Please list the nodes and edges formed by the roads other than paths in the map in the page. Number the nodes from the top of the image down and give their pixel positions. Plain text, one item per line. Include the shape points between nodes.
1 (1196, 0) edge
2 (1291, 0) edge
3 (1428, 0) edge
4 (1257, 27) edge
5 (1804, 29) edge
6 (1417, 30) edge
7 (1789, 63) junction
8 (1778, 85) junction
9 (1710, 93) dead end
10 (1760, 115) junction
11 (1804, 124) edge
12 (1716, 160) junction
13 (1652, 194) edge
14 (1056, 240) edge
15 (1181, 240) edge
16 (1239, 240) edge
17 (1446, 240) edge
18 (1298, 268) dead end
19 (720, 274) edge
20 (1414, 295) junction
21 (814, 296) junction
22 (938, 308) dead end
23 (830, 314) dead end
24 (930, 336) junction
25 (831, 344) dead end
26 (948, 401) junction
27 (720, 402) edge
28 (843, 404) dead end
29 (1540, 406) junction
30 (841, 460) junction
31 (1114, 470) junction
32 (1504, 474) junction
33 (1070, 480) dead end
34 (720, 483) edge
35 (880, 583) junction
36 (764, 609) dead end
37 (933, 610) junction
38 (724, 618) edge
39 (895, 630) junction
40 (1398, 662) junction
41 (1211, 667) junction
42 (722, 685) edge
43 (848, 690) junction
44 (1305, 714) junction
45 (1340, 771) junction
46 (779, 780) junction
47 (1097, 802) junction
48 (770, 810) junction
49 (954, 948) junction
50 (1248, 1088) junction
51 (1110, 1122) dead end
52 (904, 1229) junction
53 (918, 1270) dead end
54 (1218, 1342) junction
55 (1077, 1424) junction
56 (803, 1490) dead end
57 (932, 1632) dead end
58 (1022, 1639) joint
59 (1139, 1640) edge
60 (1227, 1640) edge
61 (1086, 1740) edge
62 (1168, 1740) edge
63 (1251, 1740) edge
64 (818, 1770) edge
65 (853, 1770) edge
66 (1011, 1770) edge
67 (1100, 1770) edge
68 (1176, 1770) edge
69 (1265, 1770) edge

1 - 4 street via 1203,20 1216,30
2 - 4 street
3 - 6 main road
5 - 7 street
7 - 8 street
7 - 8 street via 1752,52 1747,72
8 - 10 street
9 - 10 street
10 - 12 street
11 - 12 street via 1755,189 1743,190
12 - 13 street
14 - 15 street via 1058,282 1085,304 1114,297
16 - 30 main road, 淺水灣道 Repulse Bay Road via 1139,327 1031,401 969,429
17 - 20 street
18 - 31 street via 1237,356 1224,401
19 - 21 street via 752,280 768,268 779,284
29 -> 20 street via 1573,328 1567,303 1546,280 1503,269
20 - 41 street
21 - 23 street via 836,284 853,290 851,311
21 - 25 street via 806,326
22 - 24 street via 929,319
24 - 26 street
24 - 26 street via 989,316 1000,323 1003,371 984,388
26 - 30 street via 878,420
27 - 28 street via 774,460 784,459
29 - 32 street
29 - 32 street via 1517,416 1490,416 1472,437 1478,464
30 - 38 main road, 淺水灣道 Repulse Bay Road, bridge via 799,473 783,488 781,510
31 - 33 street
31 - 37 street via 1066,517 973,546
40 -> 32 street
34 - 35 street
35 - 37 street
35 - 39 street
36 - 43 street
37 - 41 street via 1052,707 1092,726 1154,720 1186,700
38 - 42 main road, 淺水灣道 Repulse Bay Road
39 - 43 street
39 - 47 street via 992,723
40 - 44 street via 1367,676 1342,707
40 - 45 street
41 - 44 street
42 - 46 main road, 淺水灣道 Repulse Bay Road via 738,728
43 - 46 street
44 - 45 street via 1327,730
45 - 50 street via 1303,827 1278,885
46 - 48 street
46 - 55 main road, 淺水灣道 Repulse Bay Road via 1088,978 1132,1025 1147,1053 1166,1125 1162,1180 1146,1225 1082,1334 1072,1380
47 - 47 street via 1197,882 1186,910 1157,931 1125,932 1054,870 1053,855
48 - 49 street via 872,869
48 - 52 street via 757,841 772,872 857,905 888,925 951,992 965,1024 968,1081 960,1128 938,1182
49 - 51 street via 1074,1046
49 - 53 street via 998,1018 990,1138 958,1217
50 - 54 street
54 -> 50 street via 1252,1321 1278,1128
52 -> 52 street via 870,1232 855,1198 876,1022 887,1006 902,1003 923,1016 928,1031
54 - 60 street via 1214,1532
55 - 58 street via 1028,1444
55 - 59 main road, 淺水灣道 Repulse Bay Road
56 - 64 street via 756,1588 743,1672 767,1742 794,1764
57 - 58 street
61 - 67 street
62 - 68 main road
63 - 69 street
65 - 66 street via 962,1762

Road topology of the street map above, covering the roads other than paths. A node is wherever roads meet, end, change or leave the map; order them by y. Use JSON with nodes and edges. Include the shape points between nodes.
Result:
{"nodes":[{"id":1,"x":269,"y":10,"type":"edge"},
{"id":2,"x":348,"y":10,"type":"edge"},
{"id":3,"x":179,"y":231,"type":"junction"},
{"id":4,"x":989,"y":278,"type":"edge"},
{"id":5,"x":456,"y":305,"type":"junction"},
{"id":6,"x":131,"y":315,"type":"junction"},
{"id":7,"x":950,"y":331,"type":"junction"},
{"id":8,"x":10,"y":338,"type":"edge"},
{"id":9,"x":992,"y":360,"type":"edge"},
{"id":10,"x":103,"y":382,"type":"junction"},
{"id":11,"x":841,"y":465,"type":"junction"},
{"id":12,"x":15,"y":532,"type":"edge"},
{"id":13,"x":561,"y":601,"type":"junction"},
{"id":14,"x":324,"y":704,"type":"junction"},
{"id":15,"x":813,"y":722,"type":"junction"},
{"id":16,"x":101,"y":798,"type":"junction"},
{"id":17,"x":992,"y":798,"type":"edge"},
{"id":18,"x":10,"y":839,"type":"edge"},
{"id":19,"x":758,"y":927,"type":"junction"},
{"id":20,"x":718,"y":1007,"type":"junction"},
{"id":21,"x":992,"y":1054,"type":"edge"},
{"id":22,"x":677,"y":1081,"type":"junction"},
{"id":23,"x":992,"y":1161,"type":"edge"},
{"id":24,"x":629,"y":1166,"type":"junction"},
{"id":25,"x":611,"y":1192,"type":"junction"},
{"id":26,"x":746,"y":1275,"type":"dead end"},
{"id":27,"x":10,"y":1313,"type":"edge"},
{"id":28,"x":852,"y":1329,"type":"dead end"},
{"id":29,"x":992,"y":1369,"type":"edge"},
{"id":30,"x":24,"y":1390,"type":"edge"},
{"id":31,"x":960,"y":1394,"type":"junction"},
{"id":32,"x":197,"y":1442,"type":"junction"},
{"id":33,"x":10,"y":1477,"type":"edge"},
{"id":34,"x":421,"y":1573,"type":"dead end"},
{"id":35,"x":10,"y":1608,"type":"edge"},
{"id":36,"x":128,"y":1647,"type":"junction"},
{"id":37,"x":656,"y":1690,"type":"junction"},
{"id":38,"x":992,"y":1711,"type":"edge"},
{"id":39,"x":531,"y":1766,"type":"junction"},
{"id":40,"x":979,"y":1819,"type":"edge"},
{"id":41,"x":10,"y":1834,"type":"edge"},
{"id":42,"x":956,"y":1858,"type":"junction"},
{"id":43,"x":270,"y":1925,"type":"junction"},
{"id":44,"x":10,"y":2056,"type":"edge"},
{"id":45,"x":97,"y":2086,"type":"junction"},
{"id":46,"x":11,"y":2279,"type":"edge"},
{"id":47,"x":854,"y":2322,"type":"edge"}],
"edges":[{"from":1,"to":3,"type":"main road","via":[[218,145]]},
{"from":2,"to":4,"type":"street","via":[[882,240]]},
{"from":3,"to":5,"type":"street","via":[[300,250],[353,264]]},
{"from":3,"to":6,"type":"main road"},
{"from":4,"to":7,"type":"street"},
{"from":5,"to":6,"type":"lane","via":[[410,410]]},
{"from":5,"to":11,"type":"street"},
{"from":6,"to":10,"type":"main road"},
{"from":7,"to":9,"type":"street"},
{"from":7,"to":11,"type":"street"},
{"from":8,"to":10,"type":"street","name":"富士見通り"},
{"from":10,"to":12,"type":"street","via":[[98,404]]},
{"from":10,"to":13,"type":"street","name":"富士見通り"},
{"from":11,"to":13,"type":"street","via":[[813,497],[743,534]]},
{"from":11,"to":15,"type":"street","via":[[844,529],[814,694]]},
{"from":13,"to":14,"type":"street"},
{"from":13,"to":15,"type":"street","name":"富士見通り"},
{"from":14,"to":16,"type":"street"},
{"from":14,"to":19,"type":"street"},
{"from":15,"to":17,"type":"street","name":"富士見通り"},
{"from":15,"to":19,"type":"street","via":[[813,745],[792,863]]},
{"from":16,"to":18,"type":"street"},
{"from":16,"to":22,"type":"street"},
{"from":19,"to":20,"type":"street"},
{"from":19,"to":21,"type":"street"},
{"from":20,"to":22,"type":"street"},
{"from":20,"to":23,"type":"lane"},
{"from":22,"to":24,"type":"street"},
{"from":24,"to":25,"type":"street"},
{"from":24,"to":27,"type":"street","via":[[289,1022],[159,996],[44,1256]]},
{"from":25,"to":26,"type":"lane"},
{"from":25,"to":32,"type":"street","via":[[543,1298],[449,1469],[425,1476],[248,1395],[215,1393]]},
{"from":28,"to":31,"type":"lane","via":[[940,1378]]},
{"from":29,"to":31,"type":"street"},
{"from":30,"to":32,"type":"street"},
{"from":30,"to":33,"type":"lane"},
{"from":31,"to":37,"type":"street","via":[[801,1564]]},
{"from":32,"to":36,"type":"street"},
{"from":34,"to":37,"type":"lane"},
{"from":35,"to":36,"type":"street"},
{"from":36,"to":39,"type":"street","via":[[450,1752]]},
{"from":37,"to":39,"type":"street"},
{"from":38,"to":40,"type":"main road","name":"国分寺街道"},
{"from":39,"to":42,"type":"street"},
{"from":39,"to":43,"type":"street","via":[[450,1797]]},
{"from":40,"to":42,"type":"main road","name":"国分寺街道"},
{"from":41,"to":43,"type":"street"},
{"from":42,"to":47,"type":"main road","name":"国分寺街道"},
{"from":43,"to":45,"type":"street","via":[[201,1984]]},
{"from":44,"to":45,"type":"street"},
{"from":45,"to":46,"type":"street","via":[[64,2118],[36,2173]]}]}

■ TASK TO CARRY OUT ■
Filter the listing by the string "name"; copy each matching line.

■ RESPONSE AREA ■
{"from":8,"to":10,"type":"street","name":"富士見通り"},
{"from":10,"to":13,"type":"street","name":"富士見通り"},
{"from":13,"to":15,"type":"street","name":"富士見通り"},
{"from":15,"to":17,"type":"street","name":"富士見通り"},
{"from":38,"to":40,"type":"main road","name":"国分寺街道"},
{"from":40,"to":42,"type":"main road","name":"国分寺街道"},
{"from":42,"to":47,"type":"main road","name":"国分寺街道"},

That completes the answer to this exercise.